» What is required
Below are records; work out how many of their lines contain "forall" and give only that number.
───── Dataset ─────
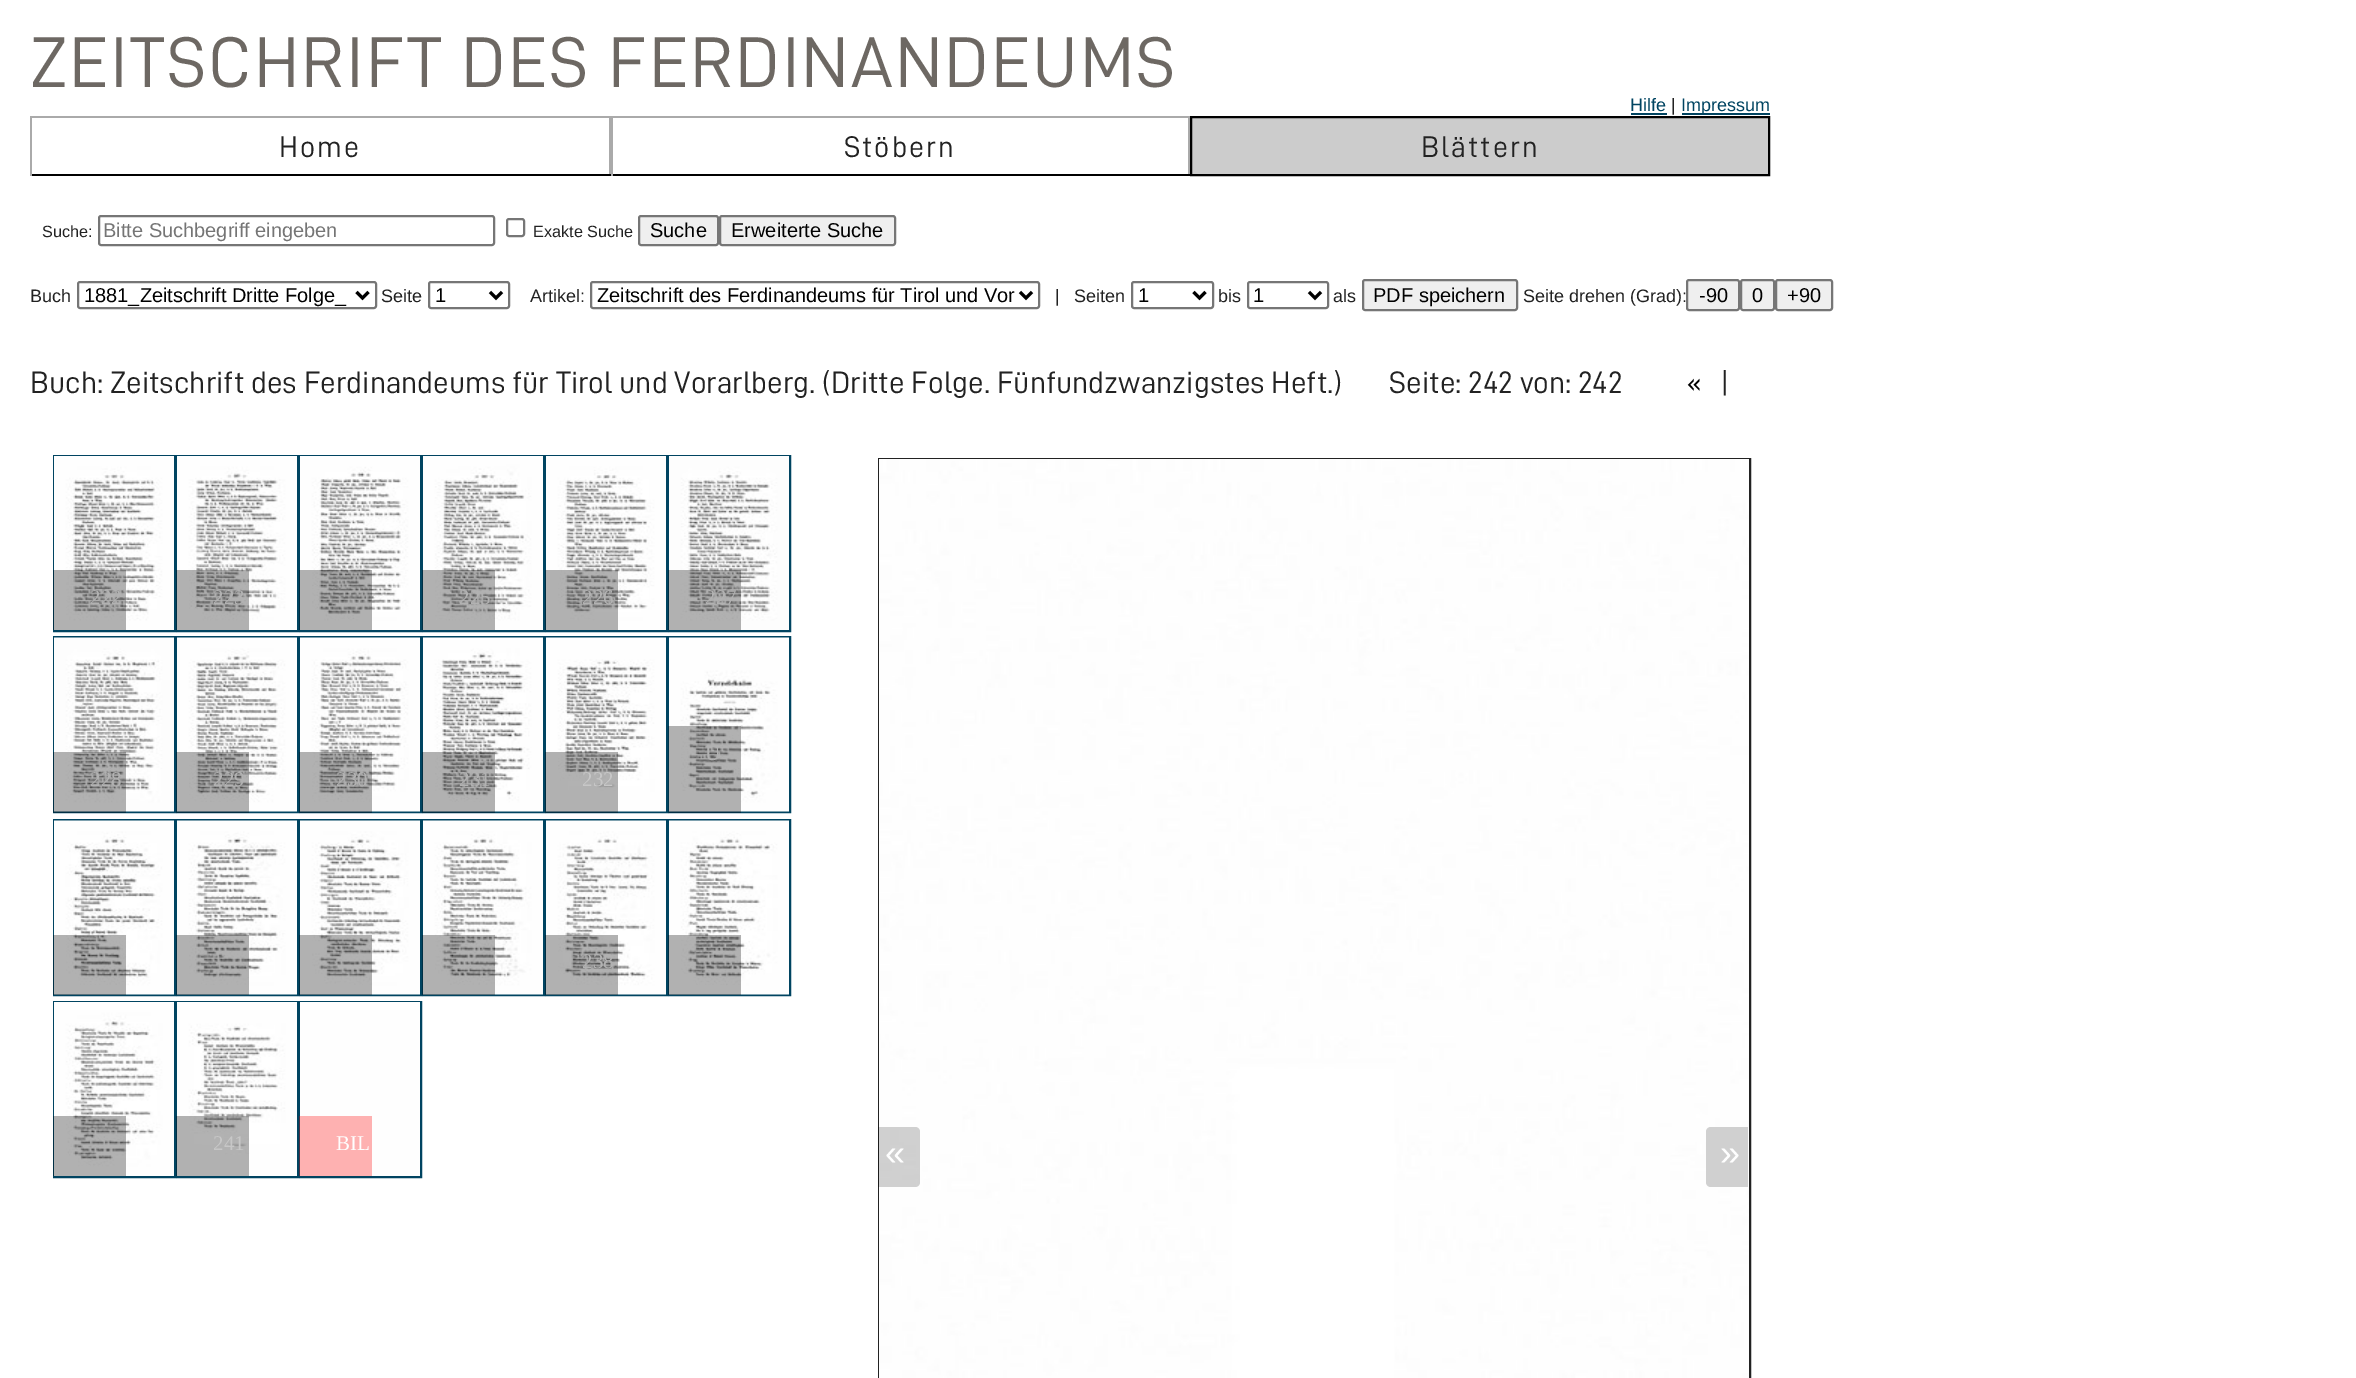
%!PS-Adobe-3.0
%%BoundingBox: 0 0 2356 1378
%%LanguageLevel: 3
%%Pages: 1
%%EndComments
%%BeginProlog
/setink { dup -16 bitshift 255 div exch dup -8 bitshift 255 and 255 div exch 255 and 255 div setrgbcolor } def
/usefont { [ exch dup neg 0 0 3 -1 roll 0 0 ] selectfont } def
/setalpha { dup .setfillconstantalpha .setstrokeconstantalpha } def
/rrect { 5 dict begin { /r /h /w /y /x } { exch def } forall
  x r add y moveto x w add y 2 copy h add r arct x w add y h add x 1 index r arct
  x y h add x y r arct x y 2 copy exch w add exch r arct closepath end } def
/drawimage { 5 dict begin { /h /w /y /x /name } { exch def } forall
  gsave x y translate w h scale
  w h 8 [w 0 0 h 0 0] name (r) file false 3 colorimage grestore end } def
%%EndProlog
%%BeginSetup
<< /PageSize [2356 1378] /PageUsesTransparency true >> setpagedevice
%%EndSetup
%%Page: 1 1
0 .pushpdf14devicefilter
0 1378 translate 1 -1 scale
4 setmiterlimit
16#FFFFFF setink
0 0 2356 1378 rectfill
/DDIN-Regular 72 usefont
16#6D6863 setink
30 87 moveto 1.95 0 (ZEITSCHRIFT DES FERDINANDEUMS) ashow
/LiberationSans-Regular 18 usefont
16#004461 setink
1630 111 moveto (Hilfe) show
1631 113 36 2 rectfill
16#222222 setink
1671 111 moveto (|) show
16#004461 setink
1682 113 88 2 rectfill
1681 111 moveto (Impressum) show
[
    [30 116 1160 2 16#AAAAAA]
    [609 116 2 60 16#AAAAAA]
    [30 174 581 2 16#000000]
    [30 116 2 60 16#AAAAAA]
] { aload pop setink rectfill } forall
/DDIN-Regular 30 usefont
16#222222 setink
279 157 moveto 1.95 0 (Home) ashow
[
    [1188 116 2 60 16#AAAAAA]
    [611 174 579 2 16#000000]
    [611 116 2 60 16#AAAAAA]
] { aload pop setink rectfill } forall
16#222222 setink
844 157 moveto 1.95 0 (Stöbern) ashow
16#CCCCCC setink
1191 117 moveto 1769 117 lineto 1769 175 lineto 1191 175 lineto closepath gsave fill grestore
16#000000 setink
2 setlinewidth
stroke
16#222222 setink
1421 157 moveto 1.95 0 (Blättern) ashow
/LiberationSans-Regular 16.25 usefont
42 237 moveto (Suche:) show
16#767676 setink
99 216 395 29 2 rrect stroke
/LiberationSans-Regular 20 usefont
16#757575 setink
103 237 moveto (Bitte Suchbegriff eingeben) show
16#767676 setink
507 219 17 17 2 rrect stroke
/LiberationSans-Regular 16.25 usefont
16#222222 setink
533 237 moveto (Exakte Suche) show
16#EFEFEF setink
639 216 79 29 2 rrect gsave fill grestore
16#767676 setink
stroke
/LiberationSans-Regular 20 usefont
16#000000 setink
650 237 moveto (Suche) show
16#EFEFEF setink
720 216 175 29 2 rrect gsave fill grestore
16#767676 setink
stroke
16#000000 setink
731 237 moveto (Erweiterte Suche) show
/LiberationSans-Regular 18 usefont
16#222222 setink
30 302 moveto (Buch) show
16#767676 setink
78 282 298 26 2 rrect stroke
16#000000 setink
3 setlinewidth
356.5 292 moveto 362.5 298 lineto 368.5 292 lineto stroke
/LiberationSans-Regular 20 usefont
84 302 moveto (1881_Zeitschrift Dritte Folge_) show
/LiberationSans-Regular 18 usefont
16#222222 setink
381 302 moveto (Seite) show
16#767676 setink
2 setlinewidth
429 282 80 26 2 rrect stroke
16#000000 setink
3 setlinewidth
490 292 moveto 496 298 lineto 502 292 lineto stroke
/LiberationSans-Regular 20 usefont
435 302 moveto (1) show
/LiberationSans-Regular 18 usefont
16#222222 setink
530 302 moveto (Artikel:) show
16#767676 setink
2 setlinewidth
591 282 448 26 2 rrect stroke
16#000000 setink
3 setlinewidth
1020 292 moveto 1026 298 lineto 1032 292 lineto stroke
/LiberationSans-Regular 20 usefont
597 302 moveto (Zeitschrift des Ferdinandeums für Tirol und Vor) show
/LiberationSans-Regular 18 usefont
16#222222 setink
1055 302 moveto (|) show
1074 302 moveto (Seiten) show
16#767676 setink
2 setlinewidth
1132 282 81 26 2 rrect stroke
16#000000 setink
3 setlinewidth
1193.5 292 moveto 1199.5 298 lineto 1205.5 292 lineto stroke
/LiberationSans-Regular 20 usefont
1138 302 moveto (1) show
/LiberationSans-Regular 18 usefont
16#222222 setink
1218 302 moveto (bis) show
16#767676 setink
2 setlinewidth
1248 282 80 26 2 rrect stroke
16#000000 setink
3 setlinewidth
1309 292 moveto 1315 298 lineto 1321 292 lineto stroke
/LiberationSans-Regular 20 usefont
1253 302 moveto (1) show
/LiberationSans-Regular 18 usefont
16#222222 setink
1333 302 moveto (als) show
16#EFEFEF setink
1363 280 154 30 2 rrect gsave fill grestore
16#767676 setink
2 setlinewidth
stroke
/LiberationSans-Regular 20 usefont
16#000000 setink
1373 302 moveto (PDF speichern) show
/LiberationSans-Regular 18 usefont
16#222222 setink
1523 302 moveto (Seite drehen \(Grad\):) show
16#EFEFEF setink
1687 280 52 30 2 rrect gsave fill grestore
16#767676 setink
stroke
/LiberationSans-Regular 20 usefont
16#000000 setink
1699 302 moveto (-90) show
16#EFEFEF setink
1741 280 33 30 2 rrect gsave fill grestore
16#767676 setink
stroke
16#000000 setink
1752 302 moveto (0) show
16#EFEFEF setink
1776 280 56 30 2 rrect gsave fill grestore
16#767676 setink
stroke
16#000000 setink
1787 302 moveto (+90) show
/DDIN-Regular 31.1 usefont
16#222222 setink
30 393 moveto (Buch: Zeitschrift des Ferdinandeums für Tirol und Vorarlberg. \(Dritte Folge. Fünfundzwanzigstes Heft.\)       Seite: 242 von: 242) show
16#000000 setink
1687 393 moveto («) show
16#222222 setink
1720 393 moveto (|) show
16#004461 setink
54 456 121 175 rectstroke
(img1.raw) 54 456 120 174 drawimage
0.3 setalpha
16#000000 setink
53 570 73 60 rectfill
/LiberationSerif-Regular 21 usefont
1 setalpha
16#B2B2B2 setink
90 604 moveto (222) show
16#004461 setink
177 456 121 175 rectstroke
(img2.raw) 177 456 120 174 drawimage
0.3 setalpha
16#000000 setink
176 570 73 60 rectfill
1 setalpha
16#B2B2B2 setink
213 604 moveto (223) show
16#004461 setink
300 456 121 175 rectstroke
(img3.raw) 300 456 120 174 drawimage
0.3 setalpha
16#000000 setink
299 570 73 60 rectfill
1 setalpha
16#004461 setink
423 456 121 175 rectstroke
(img4.raw) 423 456 120 174 drawimage
0.3 setalpha
16#000000 setink
422 570 73 60 rectfill
1 setalpha
16#B2B2B2 setink
459 604 moveto (225) show
16#004461 setink
546 456 121 175 rectstroke
(img5.raw) 546 456 120 174 drawimage
0.3 setalpha
16#000000 setink
545 570 73 60 rectfill
1 setalpha
16#B2B2B2 setink
582 604 moveto (226) show
16#004461 setink
669 456 121 175 rectstroke
(img6.raw) 669 456 120 174 drawimage
0.3 setalpha
16#000000 setink
668 570 73 60 rectfill
1 setalpha
16#B2B2B2 setink
705 604 moveto (227) show
16#004461 setink
669 637 121 175 rectstroke
(img7.raw) 669 637 120 175 drawimage
0.3 setalpha
16#000000 setink
668 726 73 87 rectfill
1 setalpha
16#B2B2B2 setink
705 760 moveto (U) show
16#004461 setink
54 637 121 175 rectstroke
(img8.raw) 54 637 120 175 drawimage
0.3 setalpha
16#000000 setink
53 752 73 61 rectfill
1 setalpha
16#B2B2B2 setink
90 786 moveto (228) show
16#004461 setink
177 637 121 175 rectstroke
(img9.raw) 177 637 120 175 drawimage
0.3 setalpha
16#000000 setink
176 752 73 61 rectfill
1 setalpha
16#B2B2B2 setink
213 786 moveto (229) show
16#004461 setink
300 637 121 175 rectstroke
(img10.raw) 300 637 120 175 drawimage
0.3 setalpha
16#000000 setink
299 752 73 61 rectfill
1 setalpha
16#B2B2B2 setink
336 786 moveto (230) show
16#004461 setink
423 637 121 175 rectstroke
(img11.raw) 423 637 120 175 drawimage
0.3 setalpha
16#000000 setink
422 752 73 61 rectfill
1 setalpha
16#B2B2B2 setink
459 786 moveto (231) show
16#004461 setink
546 637 121 175 rectstroke
(img12.raw) 546 637 120 175 drawimage
0.3 setalpha
16#000000 setink
545 752 73 61 rectfill
1 setalpha
16#C7C7C7 setink
582 786 moveto (232) show
16#004461 setink
54 820 121 175 rectstroke
(img13.raw) 54 820 120 175 drawimage
0.3 setalpha
16#000000 setink
53 935 73 60 rectfill
1 setalpha
16#004461 setink
177 820 121 175 rectstroke
(img14.raw) 177 820 120 175 drawimage
0.3 setalpha
16#000000 setink
176 935 73 60 rectfill
1 setalpha
16#004461 setink
300 820 121 175 rectstroke
(img15.raw) 300 820 120 175 drawimage
0.3 setalpha
16#000000 setink
299 935 73 60 rectfill
1 setalpha
16#004461 setink
423 820 121 175 rectstroke
(img16.raw) 423 820 120 175 drawimage
0.3 setalpha
16#000000 setink
422 935 73 60 rectfill
1 setalpha
16#004461 setink
546 820 121 175 rectstroke
(img17.raw) 546 820 120 175 drawimage
0.3 setalpha
16#000000 setink
545 935 73 60 rectfill
1 setalpha
16#B2B2B2 setink
582 968 moveto (238) show
16#004461 setink
669 820 121 175 rectstroke
(img18.raw) 669 820 120 175 drawimage
0.3 setalpha
16#000000 setink
668 935 73 60 rectfill
1 setalpha
16#004461 setink
54 1002 121 175 rectstroke
(img19.raw) 54 1002 120 174 drawimage
0.3 setalpha
16#000000 setink
53 1116 73 60 rectfill
1 setalpha
16#004461 setink
177 1002 121 175 rectstroke
(img20.raw) 177 1002 120 174 drawimage
0.3 setalpha
16#000000 setink
176 1116 73 60 rectfill
1 setalpha
16#C7C7C7 setink
213 1150 moveto (241) show
16#004461 setink
300 1002 121 175 rectstroke
16#FEFEFE setink
300 1002 120 174 rectfill
0.3 setalpha
16#FF0000 setink
299 1116 73 60 rectfill
1 setalpha
16#FEFEFE setink
336 1150 moveto (BIL) show
16#222222 setink
879 459 871 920 rectstroke
(img21.raw) 879 459 870 919 drawimage
0.18 setalpha
16#000000 setink
878 1127 moveto 915 1127 lineto 918 1127 920 1129 920 1132 curveto 920 1182 lineto 920 1185 918 1187 915 1187 curveto 878 1187 lineto closepath fill
/LiberationSans-Regular 36 usefont
1 setalpha
16#FEFEFE setink
885 1165 moveto («) show
16#D0D0D0 setink
1711 1127 moveto 1748 1127 lineto 1748 1187 lineto 1711 1187 lineto 1708 1187 1706 1185 1706 1182 curveto 1706 1132 lineto 1706 1129 1708 1127 1711 1127 curveto closepath fill
16#FEFEFE setink
1720 1165 moveto (») show
.poppdf14devicefilter showpage
%%EOF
─────
» Response area
4